- [Work required] Lines of the material that include the string "letterSpacing" should be returned.
:: Source data
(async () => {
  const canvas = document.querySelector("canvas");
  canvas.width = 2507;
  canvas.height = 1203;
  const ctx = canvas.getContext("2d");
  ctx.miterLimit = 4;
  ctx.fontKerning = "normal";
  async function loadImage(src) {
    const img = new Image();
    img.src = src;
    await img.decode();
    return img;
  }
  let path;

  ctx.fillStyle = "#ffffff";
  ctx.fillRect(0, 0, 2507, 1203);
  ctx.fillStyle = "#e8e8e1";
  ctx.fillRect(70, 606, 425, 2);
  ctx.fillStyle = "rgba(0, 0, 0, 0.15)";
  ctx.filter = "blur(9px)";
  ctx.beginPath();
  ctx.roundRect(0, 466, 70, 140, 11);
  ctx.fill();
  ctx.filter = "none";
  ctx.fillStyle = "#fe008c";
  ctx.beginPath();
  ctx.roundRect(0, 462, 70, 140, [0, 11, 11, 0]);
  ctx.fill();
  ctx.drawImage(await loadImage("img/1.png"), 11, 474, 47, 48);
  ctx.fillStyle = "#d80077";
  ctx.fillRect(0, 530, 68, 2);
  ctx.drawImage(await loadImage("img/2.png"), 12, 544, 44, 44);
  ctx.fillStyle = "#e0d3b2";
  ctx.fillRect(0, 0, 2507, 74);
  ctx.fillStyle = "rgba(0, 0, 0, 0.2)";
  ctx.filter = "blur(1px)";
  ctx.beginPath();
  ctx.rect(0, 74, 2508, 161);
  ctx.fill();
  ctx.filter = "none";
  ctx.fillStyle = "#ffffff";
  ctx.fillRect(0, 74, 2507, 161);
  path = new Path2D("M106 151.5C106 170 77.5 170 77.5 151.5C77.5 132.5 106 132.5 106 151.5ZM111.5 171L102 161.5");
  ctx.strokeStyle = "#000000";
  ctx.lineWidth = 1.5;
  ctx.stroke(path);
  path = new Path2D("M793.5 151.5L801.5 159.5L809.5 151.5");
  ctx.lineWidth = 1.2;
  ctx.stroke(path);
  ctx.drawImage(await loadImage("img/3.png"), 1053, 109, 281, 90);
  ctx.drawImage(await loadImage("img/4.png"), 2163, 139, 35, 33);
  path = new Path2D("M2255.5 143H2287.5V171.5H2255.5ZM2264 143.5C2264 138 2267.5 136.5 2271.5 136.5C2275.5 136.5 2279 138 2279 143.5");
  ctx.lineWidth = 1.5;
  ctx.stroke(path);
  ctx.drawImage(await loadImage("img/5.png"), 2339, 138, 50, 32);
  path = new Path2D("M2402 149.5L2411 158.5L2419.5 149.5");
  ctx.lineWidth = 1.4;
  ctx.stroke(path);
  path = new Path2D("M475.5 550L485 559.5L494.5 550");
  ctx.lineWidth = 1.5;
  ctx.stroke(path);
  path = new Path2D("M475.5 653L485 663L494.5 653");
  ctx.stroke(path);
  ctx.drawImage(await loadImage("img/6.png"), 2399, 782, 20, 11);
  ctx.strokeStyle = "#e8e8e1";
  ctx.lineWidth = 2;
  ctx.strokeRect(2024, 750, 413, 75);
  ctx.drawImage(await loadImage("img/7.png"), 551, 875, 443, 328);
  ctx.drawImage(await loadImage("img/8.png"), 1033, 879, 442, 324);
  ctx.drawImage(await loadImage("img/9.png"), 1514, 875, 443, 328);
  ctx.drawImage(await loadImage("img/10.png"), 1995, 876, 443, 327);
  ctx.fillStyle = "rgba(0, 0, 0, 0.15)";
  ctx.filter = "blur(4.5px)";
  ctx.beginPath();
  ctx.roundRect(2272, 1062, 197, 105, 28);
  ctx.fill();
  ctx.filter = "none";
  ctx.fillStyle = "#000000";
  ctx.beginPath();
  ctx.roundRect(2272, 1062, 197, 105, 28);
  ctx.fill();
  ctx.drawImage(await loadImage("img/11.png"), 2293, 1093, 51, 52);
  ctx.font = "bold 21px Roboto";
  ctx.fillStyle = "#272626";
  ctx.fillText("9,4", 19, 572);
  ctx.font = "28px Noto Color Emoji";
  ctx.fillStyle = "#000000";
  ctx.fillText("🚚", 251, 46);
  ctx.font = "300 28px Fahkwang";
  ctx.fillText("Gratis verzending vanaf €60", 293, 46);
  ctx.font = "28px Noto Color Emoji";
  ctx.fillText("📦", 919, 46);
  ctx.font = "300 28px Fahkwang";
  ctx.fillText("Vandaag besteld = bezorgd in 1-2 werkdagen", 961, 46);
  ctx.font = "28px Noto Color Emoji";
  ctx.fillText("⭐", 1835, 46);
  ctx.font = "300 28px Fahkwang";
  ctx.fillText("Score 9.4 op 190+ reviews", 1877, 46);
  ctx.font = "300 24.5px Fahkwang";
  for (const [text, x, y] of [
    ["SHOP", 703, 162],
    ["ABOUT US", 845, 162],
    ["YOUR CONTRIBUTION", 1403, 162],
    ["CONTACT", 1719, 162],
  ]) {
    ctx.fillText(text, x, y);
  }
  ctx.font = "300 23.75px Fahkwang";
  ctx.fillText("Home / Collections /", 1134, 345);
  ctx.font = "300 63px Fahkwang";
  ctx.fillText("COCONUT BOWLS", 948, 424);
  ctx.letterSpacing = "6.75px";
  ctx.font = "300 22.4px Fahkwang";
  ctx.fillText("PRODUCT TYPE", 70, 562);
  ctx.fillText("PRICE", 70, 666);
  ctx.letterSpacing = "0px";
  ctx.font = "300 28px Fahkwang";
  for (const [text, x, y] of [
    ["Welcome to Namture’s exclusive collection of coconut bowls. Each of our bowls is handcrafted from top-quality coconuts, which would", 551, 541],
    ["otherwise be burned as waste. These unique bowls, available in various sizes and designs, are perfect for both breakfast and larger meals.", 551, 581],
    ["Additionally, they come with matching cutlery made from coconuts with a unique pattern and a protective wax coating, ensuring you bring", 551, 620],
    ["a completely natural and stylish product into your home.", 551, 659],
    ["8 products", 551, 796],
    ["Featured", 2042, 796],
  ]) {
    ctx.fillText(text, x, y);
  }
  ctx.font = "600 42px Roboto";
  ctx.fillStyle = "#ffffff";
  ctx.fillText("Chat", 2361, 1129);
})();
::::
- [Result below]
  ctx.letterSpacing = "6.75px";
  ctx.letterSpacing = "0px";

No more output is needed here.